*** Data excerpts ***

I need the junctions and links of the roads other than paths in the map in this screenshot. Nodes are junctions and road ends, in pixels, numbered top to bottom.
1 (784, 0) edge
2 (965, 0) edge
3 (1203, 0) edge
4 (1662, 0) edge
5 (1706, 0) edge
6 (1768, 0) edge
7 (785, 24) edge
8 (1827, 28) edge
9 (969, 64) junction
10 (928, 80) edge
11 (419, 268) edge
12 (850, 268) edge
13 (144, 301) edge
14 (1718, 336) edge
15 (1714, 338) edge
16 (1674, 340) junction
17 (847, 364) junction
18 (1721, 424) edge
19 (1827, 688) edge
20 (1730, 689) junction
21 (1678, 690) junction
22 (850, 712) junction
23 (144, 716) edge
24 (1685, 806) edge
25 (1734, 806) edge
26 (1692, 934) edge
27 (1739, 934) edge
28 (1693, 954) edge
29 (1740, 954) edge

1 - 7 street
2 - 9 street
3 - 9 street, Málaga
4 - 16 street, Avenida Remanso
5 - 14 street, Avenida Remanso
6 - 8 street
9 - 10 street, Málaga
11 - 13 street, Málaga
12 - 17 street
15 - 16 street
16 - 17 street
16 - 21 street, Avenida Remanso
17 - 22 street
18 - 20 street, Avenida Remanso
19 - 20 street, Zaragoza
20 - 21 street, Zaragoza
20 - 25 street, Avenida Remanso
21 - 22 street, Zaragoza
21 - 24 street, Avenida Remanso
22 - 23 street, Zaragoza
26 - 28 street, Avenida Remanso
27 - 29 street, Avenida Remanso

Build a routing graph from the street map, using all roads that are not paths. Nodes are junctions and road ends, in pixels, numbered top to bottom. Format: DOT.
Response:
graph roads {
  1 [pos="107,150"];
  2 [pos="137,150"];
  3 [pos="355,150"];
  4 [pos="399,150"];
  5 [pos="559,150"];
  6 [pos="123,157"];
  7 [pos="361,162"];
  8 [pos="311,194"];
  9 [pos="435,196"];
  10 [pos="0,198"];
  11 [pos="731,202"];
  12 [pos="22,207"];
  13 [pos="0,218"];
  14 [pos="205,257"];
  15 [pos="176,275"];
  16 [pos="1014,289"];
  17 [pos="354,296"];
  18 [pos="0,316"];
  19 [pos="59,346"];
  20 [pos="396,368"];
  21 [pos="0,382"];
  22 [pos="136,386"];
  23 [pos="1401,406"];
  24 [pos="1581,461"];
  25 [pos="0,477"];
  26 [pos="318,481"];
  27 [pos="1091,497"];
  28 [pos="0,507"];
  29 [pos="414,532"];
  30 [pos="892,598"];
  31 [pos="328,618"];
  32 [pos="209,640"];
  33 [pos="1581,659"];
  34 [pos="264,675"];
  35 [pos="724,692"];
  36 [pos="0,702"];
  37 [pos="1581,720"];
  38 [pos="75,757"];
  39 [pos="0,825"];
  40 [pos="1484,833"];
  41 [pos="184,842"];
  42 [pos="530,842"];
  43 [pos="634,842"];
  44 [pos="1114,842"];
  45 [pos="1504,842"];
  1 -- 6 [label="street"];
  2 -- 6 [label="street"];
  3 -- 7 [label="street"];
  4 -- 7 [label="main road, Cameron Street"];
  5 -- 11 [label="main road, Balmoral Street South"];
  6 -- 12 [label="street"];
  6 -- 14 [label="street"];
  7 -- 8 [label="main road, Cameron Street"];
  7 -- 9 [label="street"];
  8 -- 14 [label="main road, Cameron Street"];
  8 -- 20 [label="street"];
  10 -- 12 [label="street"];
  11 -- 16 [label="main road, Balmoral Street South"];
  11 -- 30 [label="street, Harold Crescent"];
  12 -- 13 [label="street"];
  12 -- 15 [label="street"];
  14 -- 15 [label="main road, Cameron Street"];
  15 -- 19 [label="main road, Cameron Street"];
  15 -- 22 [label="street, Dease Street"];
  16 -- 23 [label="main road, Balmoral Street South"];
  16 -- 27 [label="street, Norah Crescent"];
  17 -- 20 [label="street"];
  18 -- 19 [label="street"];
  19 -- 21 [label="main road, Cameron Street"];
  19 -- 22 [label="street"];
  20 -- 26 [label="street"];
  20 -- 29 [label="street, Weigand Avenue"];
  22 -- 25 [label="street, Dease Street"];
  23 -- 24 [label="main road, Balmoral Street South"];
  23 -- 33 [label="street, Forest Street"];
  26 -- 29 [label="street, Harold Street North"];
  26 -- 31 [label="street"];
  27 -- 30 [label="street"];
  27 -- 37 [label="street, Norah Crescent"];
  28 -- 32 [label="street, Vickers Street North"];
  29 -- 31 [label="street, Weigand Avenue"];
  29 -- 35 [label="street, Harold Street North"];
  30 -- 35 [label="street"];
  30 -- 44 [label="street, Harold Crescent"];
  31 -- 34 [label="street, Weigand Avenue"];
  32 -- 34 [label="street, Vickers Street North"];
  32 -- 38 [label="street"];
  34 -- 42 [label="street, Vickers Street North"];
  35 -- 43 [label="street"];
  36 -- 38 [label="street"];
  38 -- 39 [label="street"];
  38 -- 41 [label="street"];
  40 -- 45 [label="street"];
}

*** End of Data excerpts ***

Task prompt:
Working through the records above, copy each line in which "Balmoral" is found.

Answer area:
  5 -- 11 [label="main road, Balmoral Street South"];
  11 -- 16 [label="main road, Balmoral Street South"];
  16 -- 23 [label="main road, Balmoral Street South"];
  23 -- 24 [label="main road, Balmoral Street South"];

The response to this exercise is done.